» Extracted entries:
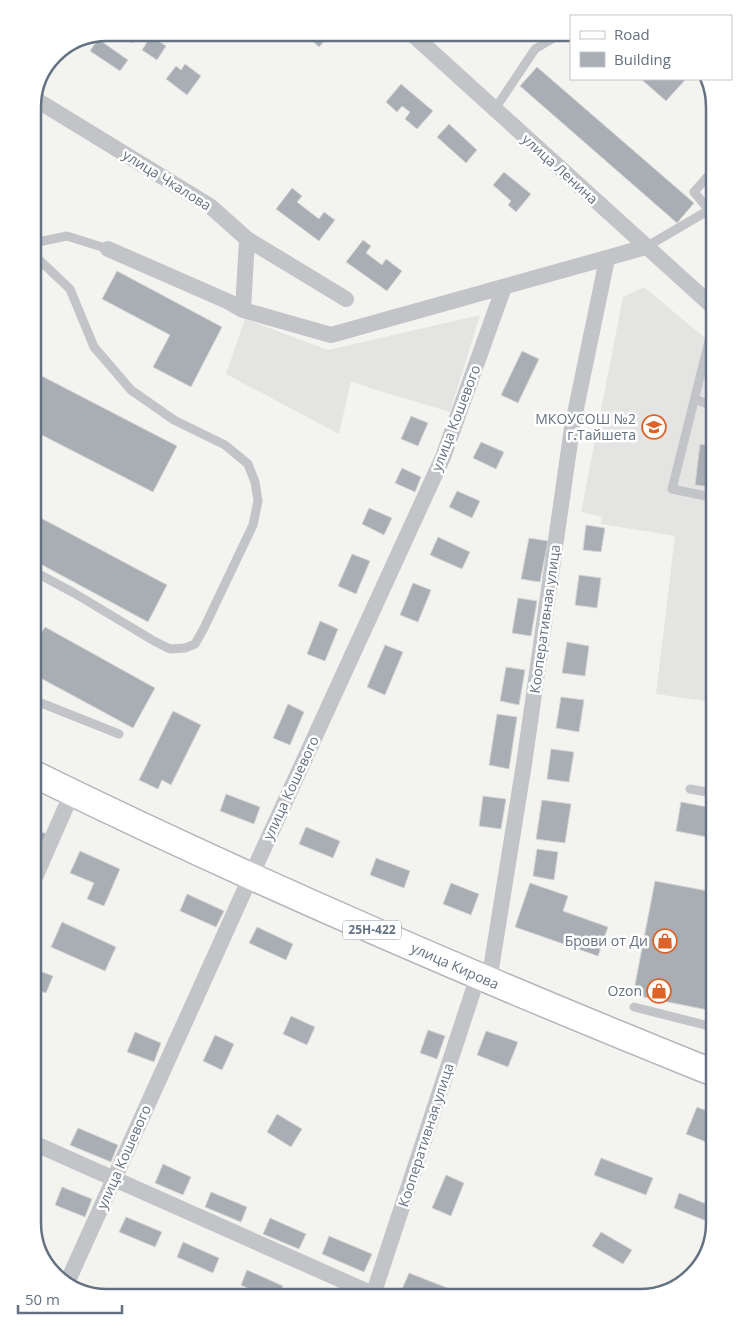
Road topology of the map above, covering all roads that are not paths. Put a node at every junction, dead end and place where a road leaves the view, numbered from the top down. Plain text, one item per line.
1 (420, 41) edge
2 (549, 41) edge
3 (41, 103) edge
4 (495, 109) junction
5 (706, 178) edge
6 (706, 206) edge
7 (706, 212) edge
8 (247, 239) junction
9 (41, 241) edge
10 (646, 247) junction
11 (108, 249) joint
12 (607, 259) junction
13 (41, 262) edge
14 (504, 287) junction
15 (346, 299) dead end
16 (706, 300) edge
17 (243, 310) junction
18 (706, 354) edge
19 (695, 399) junction
20 (706, 403) edge
21 (706, 495) edge
22 (41, 575) edge
23 (41, 702) edge
24 (119, 734) dead end
25 (41, 777) edge
26 (690, 789) dead end
27 (72, 792) junction
28 (706, 793) edge
29 (41, 863) edge
30 (251, 876) junction
31 (484, 978) junction
32 (634, 1007) dead end
33 (706, 1025) edge
34 (706, 1070) edge
35 (41, 1146) edge
36 (114, 1180) junction
37 (70, 1277) edge
38 (363, 1289) edge
39 (376, 1289) edge

1 - 4 street, улица Ленина
2 - 4 lane
3 - 8 street, улица Чкалова
4 - 10 street, улица Ленина
5 - 6 lane
7 - 10 lane
8 - 15 street, улица Чкалова
8 - 17 street
9 - 11 lane
10 - 12 street
10 - 16 street, улица Ленина
11 - 17 street
12 - 14 street
12 - 31 street, Кооперативная улица
13 - 22 lane
14 - 17 street
14 - 30 street, улица Кошевого
18 - 19 lane
19 - 20 lane
19 - 21 lane
23 - 24 lane
25 - 27 main road, улица Кирова / 25Н-422
26 - 28 lane
27 - 29 street
27 - 30 main road, улица Кирова / 25Н-422
30 - 31 main road, улица Кирова / 25Н-422
30 - 36 street, улица Кошевого
31 - 34 main road, улица Кирова / 25Н-422
31 - 39 street, Кооперативная улица
32 - 33 lane
35 - 36 street
36 - 37 street, улица Кошевого
36 - 38 street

» The task:
Using the data above, print every line exactly, omitting pictures.

» Answer for this exercise:
Road topology of the map above, covering all roads that are not paths. Put a node at every junction, dead end and place where a road leaves the view, numbered from the top down. Plain text, one item per line.
1 (420, 41) edge
2 (549, 41) edge
3 (41, 103) edge
4 (495, 109) junction
5 (706, 178) edge
6 (706, 206) edge
7 (706, 212) edge
8 (247, 239) junction
9 (41, 241) edge
10 (646, 247) junction
11 (108, 249) joint
12 (607, 259) junction
13 (41, 262) edge
14 (504, 287) junction
15 (346, 299) dead end
16 (706, 300) edge
17 (243, 310) junction
18 (706, 354) edge
19 (695, 399) junction
20 (706, 403) edge
21 (706, 495) edge
22 (41, 575) edge
23 (41, 702) edge
24 (119, 734) dead end
25 (41, 777) edge
26 (690, 789) dead end
27 (72, 792) junction
28 (706, 793) edge
29 (41, 863) edge
30 (251, 876) junction
31 (484, 978) junction
32 (634, 1007) dead end
33 (706, 1025) edge
34 (706, 1070) edge
35 (41, 1146) edge
36 (114, 1180) junction
37 (70, 1277) edge
38 (363, 1289) edge
39 (376, 1289) edge

1 - 4 street, улица Ленина
2 - 4 lane
3 - 8 street, улица Чкалова
4 - 10 street, улица Ленина
5 - 6 lane
7 - 10 lane
8 - 15 street, улица Чкалова
8 - 17 street
9 - 11 lane
10 - 12 street
10 - 16 street, улица Ленина
11 - 17 street
12 - 14 street
12 - 31 street, Кооперативная улица
13 - 22 lane
14 - 17 street
14 - 30 street, улица Кошевого
18 - 19 lane
19 - 20 lane
19 - 21 lane
23 - 24 lane
25 - 27 main road, улица Кирова / 25Н-422
26 - 28 lane
27 - 29 street
27 - 30 main road, улица Кирова / 25Н-422
30 - 31 main road, улица Кирова / 25Н-422
30 - 36 street, улица Кошевого
31 - 34 main road, улица Кирова / 25Н-422
31 - 39 street, Кооперативная улица
32 - 33 lane
35 - 36 street
36 - 37 street, улица Кошевого
36 - 38 street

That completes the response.